SFLOW from Nuviso Networks is a is a powerful traffic monitoring application providing visibility into the network.
The Dashboard gives users a snapshot of the current network utilization based on metrics such as applications, interfaces, protocols, and vlans. It also allows users to view network activities over a period of time.
SFLOW can be used to examine the network and help understand its behavior. It provides port level granularity for performing analytics, wherein the user has the ability to observe traffic patterns on any interface.
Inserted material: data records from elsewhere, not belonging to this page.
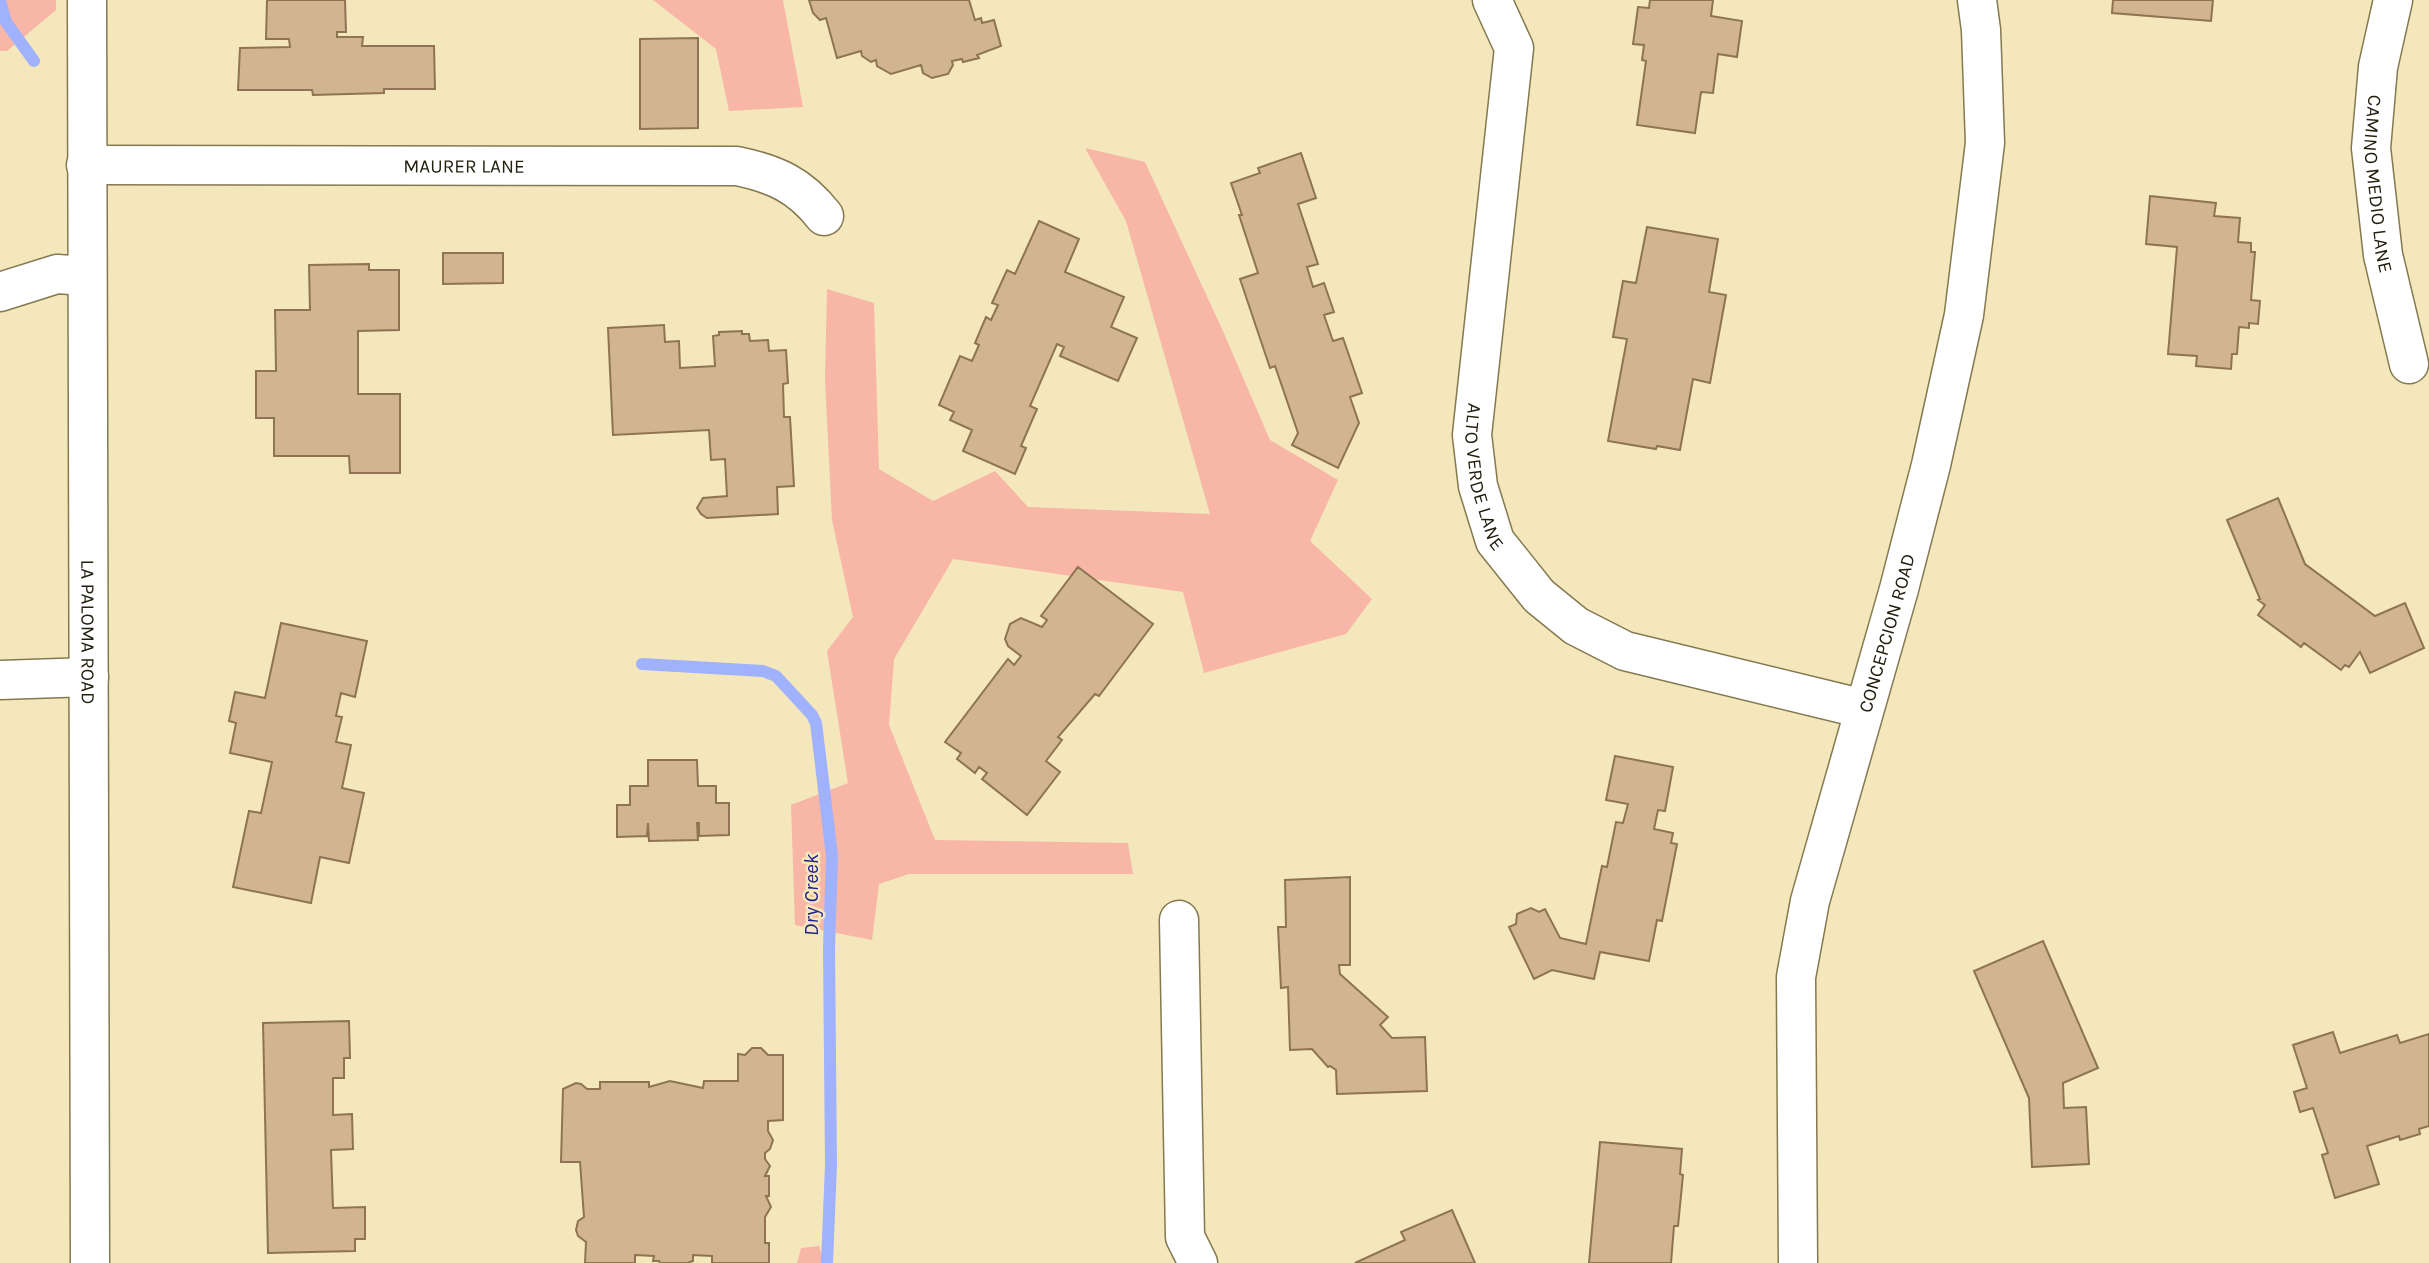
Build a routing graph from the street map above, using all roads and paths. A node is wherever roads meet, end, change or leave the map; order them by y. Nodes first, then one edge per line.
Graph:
1 (87, 0) edge
2 (1492, 0) edge
3 (1978, 0) edge
4 (2393, 0) edge
5 (86, 165) junction
6 (824, 216) dead end
7 (86, 276) junction
8 (0, 292) edge
9 (2409, 364) dead end
10 (89, 677) junction
11 (0, 680) edge
12 (1864, 709) junction
13 (1179, 920) dead end
14 (90, 1263) edge
15 (1198, 1263) edge
16 (1798, 1263) edge

1 - 5 street, LA PALOMA ROAD
2 - 12 street, ALTO VERDE LANE
3 - 12 street, CONCEPCION ROAD
4 - 9 street, CAMINO MEDIO LANE
5 - 6 street, MAURER LANE
5 - 7 street, LA PALOMA ROAD
7 - 8 street
7 - 10 street, LA PALOMA ROAD
10 - 11 street
10 - 14 street, LA PALOMA ROAD
12 - 16 street, CONCEPCION ROAD
13 - 15 street

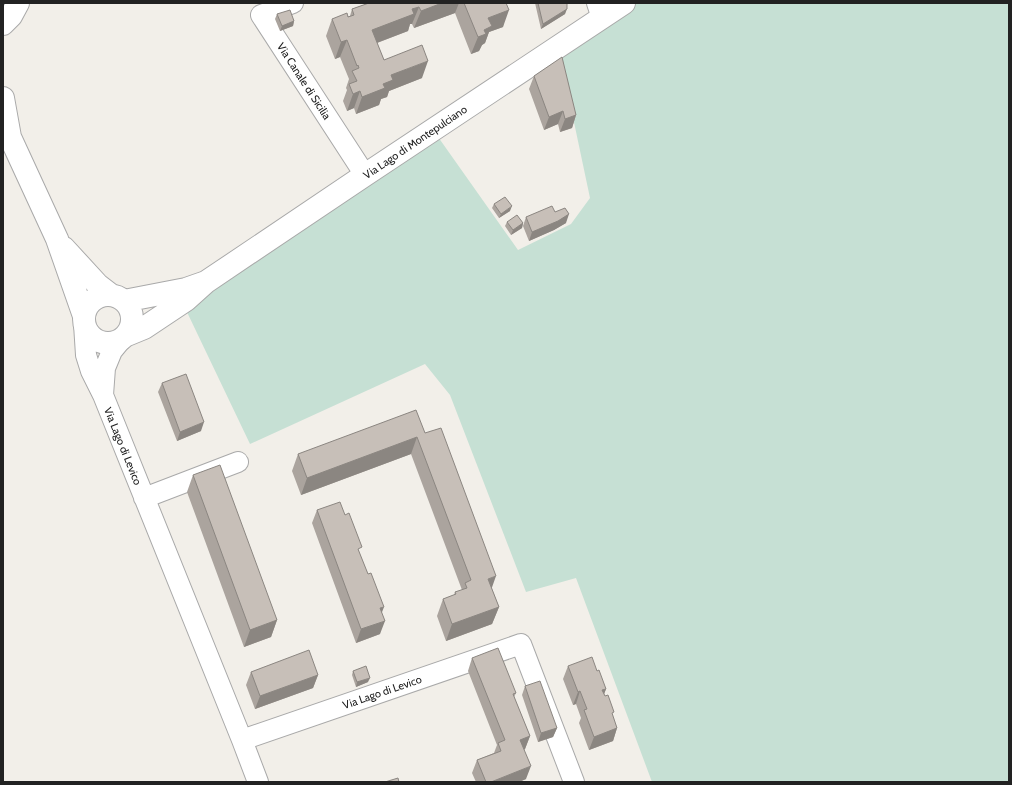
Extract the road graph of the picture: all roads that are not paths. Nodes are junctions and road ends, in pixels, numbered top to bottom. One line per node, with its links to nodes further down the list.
1 (18, 3): 5 (street)
2 (293, 3): 8 (street, Via Canale di Sicilia)
3 (624, 3): 4 (street, Via Lago di Montepulciano)
4 (600, 10): 8 (street, Via Lago di Montepulciano)
5 (3, 24)
6 (3, 98): 7 (street)
7 (7, 132): 9 (street)
8 (365, 175): 10 (street, Via Lago di Montepulciano)
9 (57, 239): 11 (street, Via Lago di Levico); 12 (street, Via Lago di Levico)
10 (206, 282): 11 (street, Via Lago di Montepulciano); 13 (street, Via Lago di Montepulciano)
11 (118, 298): 12 (street); 13 (street, Via Lago di Levico)
12 (84, 320): 13 (street, Via Lago di Levico); 14 (street, Via Lago di Levico)
13 (124, 338): 14 (street, Via Lago di Levico)
14 (103, 395): 16 (street, Via Lago di Levico)
15 (238, 462): 16 (street, Via Lago di Levico)
16 (144, 498): 17 (street, Via Lago di Levico)
17 (242, 740): 18 (street, Via Lago di Levico); 19 (street, Via Lago di Levico)
18 (258, 782)
19 (574, 782)

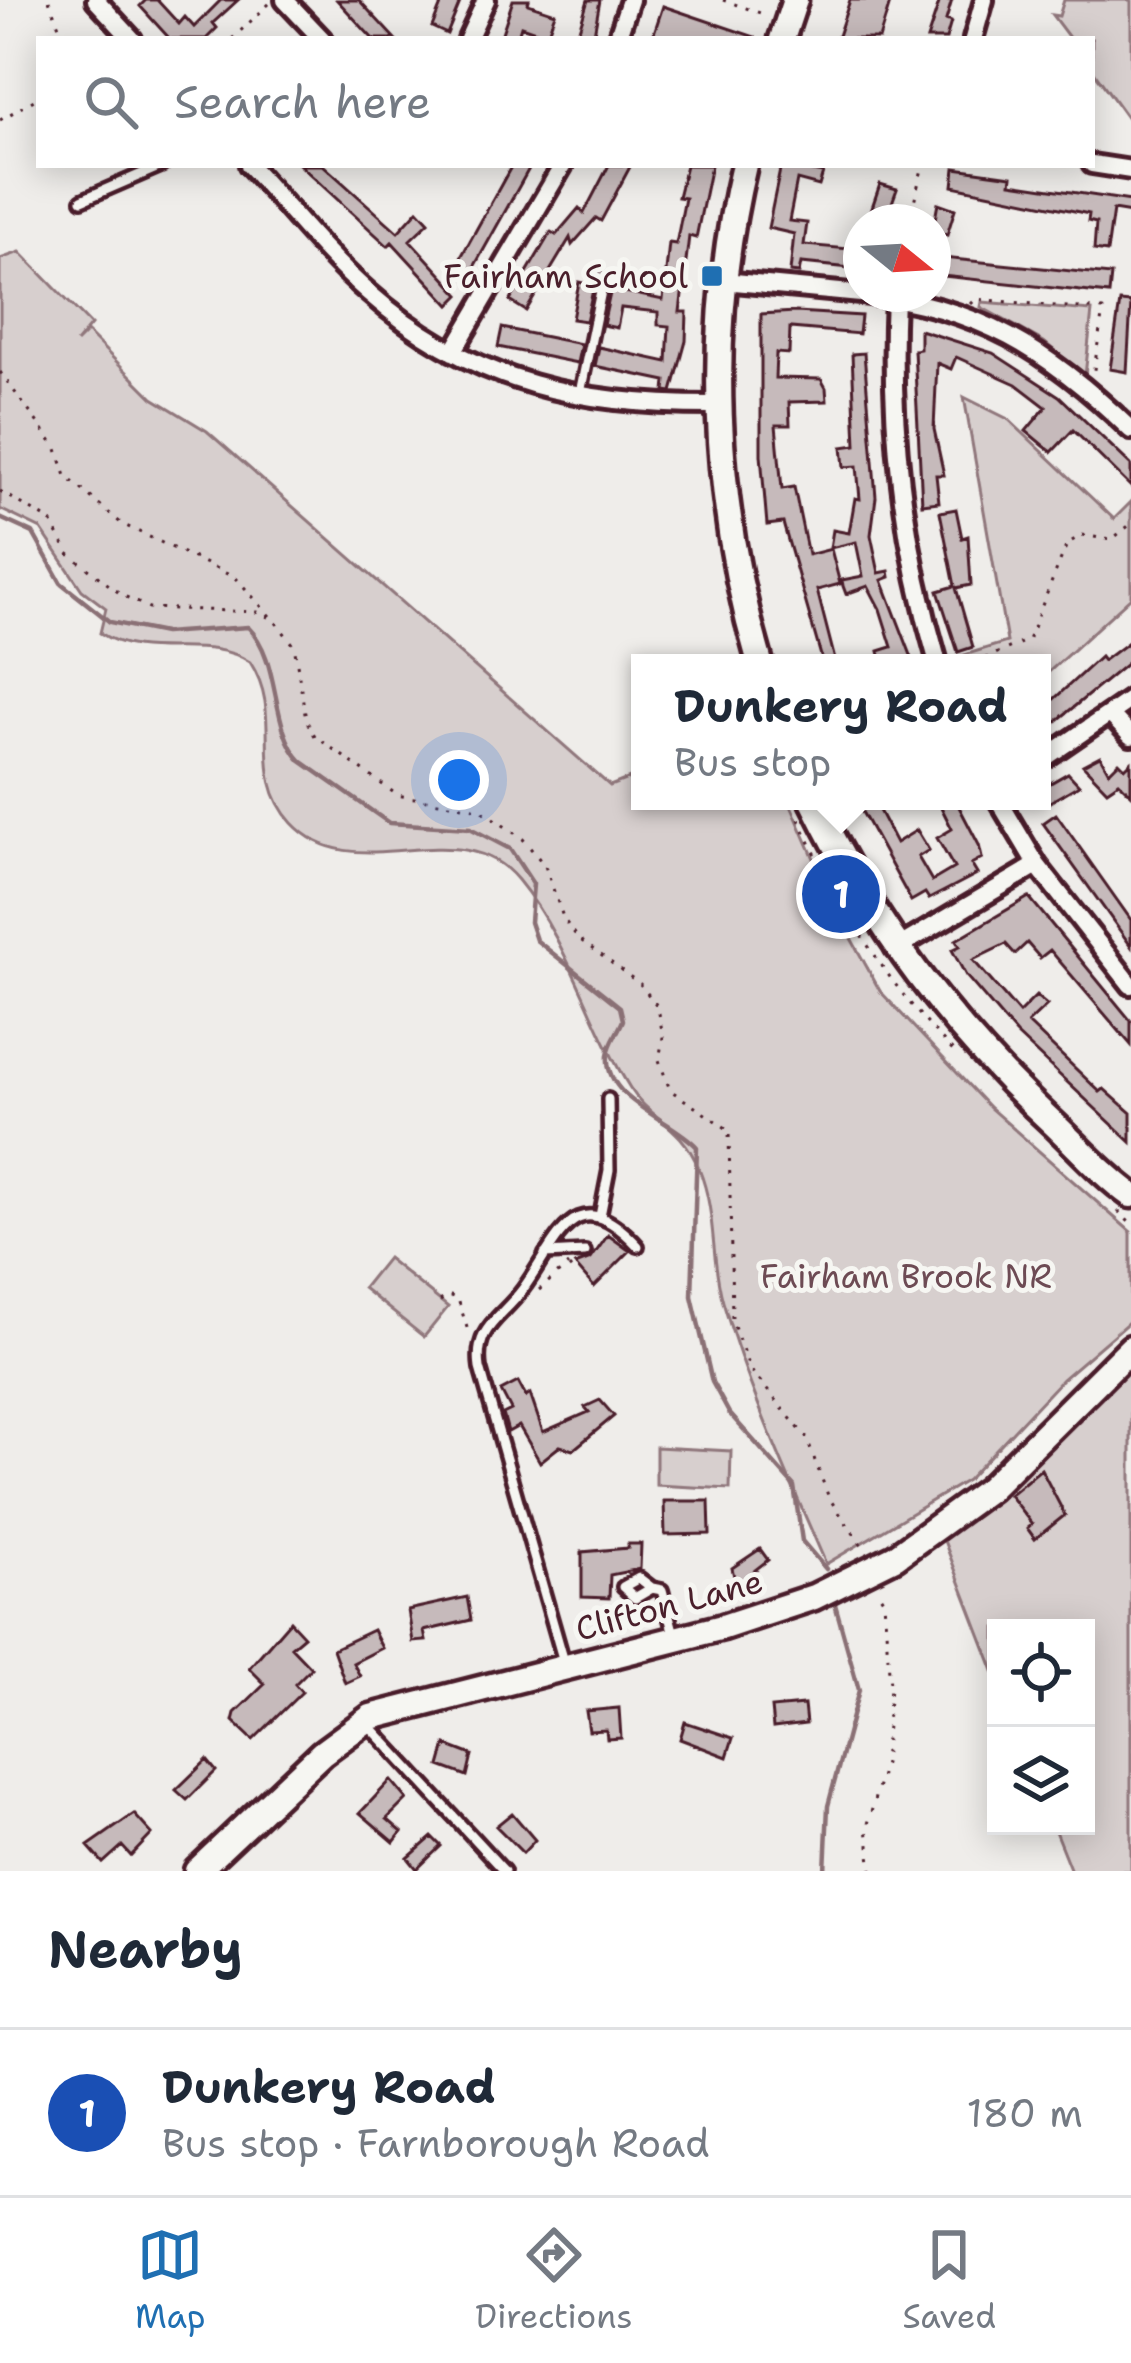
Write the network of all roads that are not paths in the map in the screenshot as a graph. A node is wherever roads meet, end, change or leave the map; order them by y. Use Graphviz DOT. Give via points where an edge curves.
graph roads {
  1 [pos="96,0"];
  2 [pos="285,0"];
  3 [pos="486,0"];
  4 [pos="630,0"];
  5 [pos="795,0"];
  6 [pos="984,0"];
  7 [pos="778,28"];
  8 [pos="129,36"];
  9 [pos="319,36"];
  10 [pos="469,36"];
  11 [pos="618,36"];
  12 [pos="974,36"];
  13 [pos="1095,164"];
  14 [pos="156,168"];
  15 [pos="252,168"];
  16 [pos="561,168"];
  17 [pos="743,168"];
  18 [pos="1131,170"];
  19 [pos="82,200"];
  20 [pos="724,280"];
  21 [pos="602,286"];
  22 [pos="843,292"];
  23 [pos="951,310"];
  24 [pos="895,312"];
  25 [pos="453,352"];
  26 [pos="579,398"];
  27 [pos="720,405"];
  28 [pos="1131,430"];
  29 [pos="758,654"];
  30 [pos="936,654"];
  31 [pos="1131,699"];
  32 [pos="1112,716"];
  33 [pos="1131,736"];
  34 [pos="1051,754"];
  35 [pos="818,810"];
  36 [pos="1004,810"];
  37 [pos="1037,865"];
  38 [pos="895,949"];
  39 [pos="1131,985"];
  40 [pos="608,1099"];
  41 [pos="1130,1197"];
  42 [pos="600,1216"];
  43 [pos="638,1246"];
  44 [pos="584,1252"];
  45 [pos="541,1257"];
  46 [pos="1131,1348"];
  47 [pos="652,1588"];
  48 [pos="676,1640"];
  49 [pos="566,1667"];
  50 [pos="365,1720"];
  51 [pos="197,1871"];
  52 [pos="504,1871"];
  1 -- 8 [label="street"];
  2 -- 9 [label="street"];
  3 -- 10 [label="street"];
  4 -- 11 [label="street"];
  5 -- 7 [label="street"];
  6 -- 12 [label="street"];
  13 -- 18 [label="street"];
  14 -- 19 [label="lane"];
  15 -- 25 [label="street" via="364,290"];
  16 -- 25 [label="street"];
  17 -- 20 [label="street"];
  20 -- 22 [label="street"];
  20 -- 27 [label="street"];
  21 -- 26 [label="lane"];
  23 -- 28 [label="street" via="1021,339"];
  24 -- 30 [label="street" via="895,457"];
  25 -- 26 [label="street"];
  26 -- 27 [label="street"];
  27 -- 29 [label="street" via="734,547"];
  31 -- 32 [label="street"];
  32 -- 33 [label="street"];
  32 -- 34 [label="street"];
  35 -- 38 [label="street"];
  36 -- 37 [label="street"];
  37 -- 38 [label="street"];
  37 -- 39 [label="street"];
  38 -- 41 [label="street" via="966,1038"];
  40 -- 42 [label="lane"];
  42 -- 43 [label="lane"];
  42 -- 45 [label="lane" via="566,1225"];
  44 -- 45 [label="lane"];
  45 -- 49 [label="lane" via="478,1343"];
  46 -- 48 [label="street, Clifton Lane" via="969,1506 874,1574"];
  47 -- 48 [label="lane" via="665,1595"];
  48 -- 49 [label="street, Clifton Lane"];
  49 -- 50 [label="street, Clifton Lane"];
  50 -- 51 [label="street, Clifton Lane"];
  50 -- 52 [label="lane"];
}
Users can observe how different applications are behaving in the network at a given point of time, as SFLOW has the ability to show the network conditions for a given point in time in history.
The class map definition is designed to be extremely versatile. It allows users to define a rich set of flow keys such as IP Address, VLAN details, MAC info, packet length etc. Furthermore, these flow keys can be combined as required. Class Maps can be reused across policies, thus reducing the effort of creating Class Maps for each policy definition.
The policy engine of SFLOW allows detection of various intrusions and anomalies happening in the network. It leverages the underlying class map framework to detect spurious network events. Policies can be defined to detect incidents like DDOS, port-scan, etc. In addition users can define custom thresholds to detect any un-expected activity in the network. Policies may be applied across the network or on a set of interfaces thus giving the user the granularity to monitor the network as per its needs.
Alarms are generated when a policy is violated. Users can view and filter alarms based on severity, type and timeframe. Network admins can be notified on a policy violation. Admins can view the network activity on the affected interface around the time alarm was generated.